3. Perspectives de recherche
En plus des conditions climatiques, l’autre ingrédient d’une bonne campagne céréalière est le respect, par les agriculteurs, d’un itinéraire technique approprié. En effet, pendant la campagne agricole 2018-2019 et sous les mêmes conditions climatiques (sècheresse d’environ deux mois) les agriculteurs ayant adoptés un bon itinéraire technique ont réalisé des rendements de plus de 30 qx/ ha comparés aux parcelles n’ayant pas adopté l’itinéraire recommandé et qui n’ont guère dépassé les 10 à 15 qx/ha. L’encadrement permettrait de maximiser les rendements considérablement. La seule contrainte pour l’amélioration de la productivité au niveau national reste le transfert et l’adoption des acquis de recherche en matière de nouvelles variétés et la conduite technique (Fertilisation, technique de semis direct). Il est donc recommandé de :
3.1 Améliorer le taux d’adoption
Les dix premières variétés qui sont cultivées actuellement et avec un taux d’emblavure de plus de 92% de la surface totale des blés ont au moins 16 années d’existence. Les 4 variétés les plus utilisées actuellement sont des variétés très anciennes et qui ont plus de 25 ans à savoir : Achtar, Marchouch, Amal et Karim. Parmi les facteurs qui affectent l’adoption, on peut citer : (i) la distance de commercialisation des semences (négative), (ii) les semences certifiées ou non (positive), (iii) la semence d’une société de commercialisation des semences agrée (+) et (iv) l’attachement des agriculteurs (plus de 55%) à des variétés qui existent depuis plus de 20 ans.

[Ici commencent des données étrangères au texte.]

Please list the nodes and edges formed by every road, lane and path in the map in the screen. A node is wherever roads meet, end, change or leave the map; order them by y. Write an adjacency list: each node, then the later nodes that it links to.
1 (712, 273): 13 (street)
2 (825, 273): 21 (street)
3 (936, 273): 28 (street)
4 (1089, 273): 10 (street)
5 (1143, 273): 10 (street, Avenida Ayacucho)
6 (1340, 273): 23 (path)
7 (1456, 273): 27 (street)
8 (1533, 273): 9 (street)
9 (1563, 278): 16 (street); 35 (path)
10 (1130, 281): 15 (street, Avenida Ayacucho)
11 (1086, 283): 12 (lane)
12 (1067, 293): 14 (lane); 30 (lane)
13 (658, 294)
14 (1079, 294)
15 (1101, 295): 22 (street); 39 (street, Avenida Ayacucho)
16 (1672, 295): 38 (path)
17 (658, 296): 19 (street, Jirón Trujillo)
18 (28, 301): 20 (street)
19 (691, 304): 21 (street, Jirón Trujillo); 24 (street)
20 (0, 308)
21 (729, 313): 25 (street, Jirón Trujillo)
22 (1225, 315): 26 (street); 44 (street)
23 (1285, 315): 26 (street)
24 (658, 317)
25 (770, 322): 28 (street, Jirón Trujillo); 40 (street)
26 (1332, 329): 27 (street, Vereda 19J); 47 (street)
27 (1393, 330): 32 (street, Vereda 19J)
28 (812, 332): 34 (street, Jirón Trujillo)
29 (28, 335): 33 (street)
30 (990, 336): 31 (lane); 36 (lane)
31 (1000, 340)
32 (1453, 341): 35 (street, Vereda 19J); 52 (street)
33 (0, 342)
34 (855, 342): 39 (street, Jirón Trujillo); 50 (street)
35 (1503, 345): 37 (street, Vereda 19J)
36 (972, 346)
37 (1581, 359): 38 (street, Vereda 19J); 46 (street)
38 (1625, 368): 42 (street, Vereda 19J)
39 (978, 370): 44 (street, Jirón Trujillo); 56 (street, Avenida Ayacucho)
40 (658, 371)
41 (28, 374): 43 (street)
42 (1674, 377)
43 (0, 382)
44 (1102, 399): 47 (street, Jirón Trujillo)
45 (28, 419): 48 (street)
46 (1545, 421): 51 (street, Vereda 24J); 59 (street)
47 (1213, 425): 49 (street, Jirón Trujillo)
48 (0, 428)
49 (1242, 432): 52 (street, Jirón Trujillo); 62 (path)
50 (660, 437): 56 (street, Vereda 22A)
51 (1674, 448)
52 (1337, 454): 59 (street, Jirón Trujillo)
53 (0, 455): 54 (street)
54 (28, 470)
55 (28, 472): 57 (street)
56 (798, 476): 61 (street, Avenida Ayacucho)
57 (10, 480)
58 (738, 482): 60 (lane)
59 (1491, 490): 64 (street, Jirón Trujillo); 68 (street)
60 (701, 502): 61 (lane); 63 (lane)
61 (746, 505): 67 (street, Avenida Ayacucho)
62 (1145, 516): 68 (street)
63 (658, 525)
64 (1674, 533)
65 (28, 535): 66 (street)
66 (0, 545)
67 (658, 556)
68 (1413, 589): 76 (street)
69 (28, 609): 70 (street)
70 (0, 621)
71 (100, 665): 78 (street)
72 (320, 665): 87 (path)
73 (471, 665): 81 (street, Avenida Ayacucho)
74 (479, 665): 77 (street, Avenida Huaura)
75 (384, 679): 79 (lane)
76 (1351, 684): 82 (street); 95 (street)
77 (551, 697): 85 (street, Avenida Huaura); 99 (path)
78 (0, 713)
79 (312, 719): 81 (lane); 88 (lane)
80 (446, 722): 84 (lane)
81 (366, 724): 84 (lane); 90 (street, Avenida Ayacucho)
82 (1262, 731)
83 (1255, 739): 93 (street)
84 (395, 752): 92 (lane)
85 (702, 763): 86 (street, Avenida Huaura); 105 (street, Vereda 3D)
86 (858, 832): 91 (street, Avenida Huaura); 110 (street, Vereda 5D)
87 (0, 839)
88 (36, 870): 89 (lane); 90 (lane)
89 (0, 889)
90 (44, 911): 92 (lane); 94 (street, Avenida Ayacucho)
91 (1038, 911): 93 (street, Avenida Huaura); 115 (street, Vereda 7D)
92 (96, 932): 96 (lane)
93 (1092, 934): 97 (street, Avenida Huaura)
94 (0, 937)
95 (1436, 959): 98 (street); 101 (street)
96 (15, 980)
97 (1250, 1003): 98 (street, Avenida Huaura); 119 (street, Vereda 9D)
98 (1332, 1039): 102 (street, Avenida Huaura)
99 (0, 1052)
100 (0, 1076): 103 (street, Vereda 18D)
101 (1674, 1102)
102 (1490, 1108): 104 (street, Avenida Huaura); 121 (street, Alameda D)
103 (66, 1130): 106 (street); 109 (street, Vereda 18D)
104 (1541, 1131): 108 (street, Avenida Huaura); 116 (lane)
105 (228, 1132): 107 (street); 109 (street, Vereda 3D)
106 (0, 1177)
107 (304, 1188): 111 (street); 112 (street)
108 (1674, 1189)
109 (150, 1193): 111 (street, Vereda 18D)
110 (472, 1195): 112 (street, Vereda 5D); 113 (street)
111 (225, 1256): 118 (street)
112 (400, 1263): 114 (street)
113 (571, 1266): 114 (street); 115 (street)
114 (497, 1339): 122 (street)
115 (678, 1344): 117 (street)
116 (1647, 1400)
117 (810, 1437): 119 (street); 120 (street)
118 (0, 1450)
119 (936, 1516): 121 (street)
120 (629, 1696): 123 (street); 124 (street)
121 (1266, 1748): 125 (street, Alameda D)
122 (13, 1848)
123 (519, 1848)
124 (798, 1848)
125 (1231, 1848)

3.2 Atténuer les effets des changements climatiques
L’atténuation des effets de changements climatiques peut se faire à travers plusieurs mesures ; la première action est la sélection pour un bon potentiel de rendement et une bonne stabilité, ensuite le renforcement de la résistance/tolérance à la sècheresse. Les variétés ainsi développées doivent combiner la résistance aux principales maladies notamment la cécidomyie, les rouilles (notamment jaune), et la séptoriose. En matière d’itinéraire technique, il faut améliorer la séquestration du carbone à travers des mesures comme l’agriculture de conservation et finalement, les programmes de sélection doivent donner plus d’importance aux activités de prébreeding : croisement interspécifiques pour la résistance aux stress biotiques et abiotiques avec l’utilisation des espèces relatives comme des parents.
Enfin, on recommande d’améliorer l’accès des agriculteurs aux nouvelles obtentions nationales aussitôt que possible (3-4 années après inscription maximum). La tutelle doit appuyer les programmes nationaux (adaptation de la variété nationale) et l’INRA doit proposer 2 à 3 variétés adaptées par zone agroclimatique (carte variétale) et encourager la multiplication à grande échelle de ces variétés par bassin de production (irrigué (Tadla, Gharb), bour favorable, montagne) et l’identification des bassins de production pour sécuriser un volume de production adéquat avec des lots communs pour la transformation industrielle, chose qui fait défaut actuellement.